* **Given entries**
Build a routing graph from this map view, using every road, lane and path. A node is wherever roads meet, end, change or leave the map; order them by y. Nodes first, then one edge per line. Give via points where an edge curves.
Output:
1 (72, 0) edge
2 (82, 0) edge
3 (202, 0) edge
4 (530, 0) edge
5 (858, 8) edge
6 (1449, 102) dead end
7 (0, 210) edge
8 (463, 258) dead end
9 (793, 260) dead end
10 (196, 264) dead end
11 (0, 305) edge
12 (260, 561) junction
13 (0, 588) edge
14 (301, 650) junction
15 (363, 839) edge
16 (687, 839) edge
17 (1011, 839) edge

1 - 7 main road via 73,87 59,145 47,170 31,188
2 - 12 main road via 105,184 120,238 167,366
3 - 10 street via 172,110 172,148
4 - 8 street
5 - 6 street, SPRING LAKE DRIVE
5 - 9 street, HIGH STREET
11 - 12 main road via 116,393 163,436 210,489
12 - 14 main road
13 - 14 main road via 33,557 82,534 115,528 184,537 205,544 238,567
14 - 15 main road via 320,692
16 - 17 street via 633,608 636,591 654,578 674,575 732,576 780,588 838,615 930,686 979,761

* **Instructions to follow**
Give the entries again exactly, every one.

* **Exercise output**
Build a routing graph from this map view, using every road, lane and path. A node is wherever roads meet, end, change or leave the map; order them by y. Nodes first, then one edge per line. Give via points where an edge curves.
Output:
1 (72, 0) edge
2 (82, 0) edge
3 (202, 0) edge
4 (530, 0) edge
5 (858, 8) edge
6 (1449, 102) dead end
7 (0, 210) edge
8 (463, 258) dead end
9 (793, 260) dead end
10 (196, 264) dead end
11 (0, 305) edge
12 (260, 561) junction
13 (0, 588) edge
14 (301, 650) junction
15 (363, 839) edge
16 (687, 839) edge
17 (1011, 839) edge

1 - 7 main road via 73,87 59,145 47,170 31,188
2 - 12 main road via 105,184 120,238 167,366
3 - 10 street via 172,110 172,148
4 - 8 street
5 - 6 street, SPRING LAKE DRIVE
5 - 9 street, HIGH STREET
11 - 12 main road via 116,393 163,436 210,489
12 - 14 main road
13 - 14 main road via 33,557 82,534 115,528 184,537 205,544 238,567
14 - 15 main road via 320,692
16 - 17 street via 633,608 636,591 654,578 674,575 732,576 780,588 838,615 930,686 979,761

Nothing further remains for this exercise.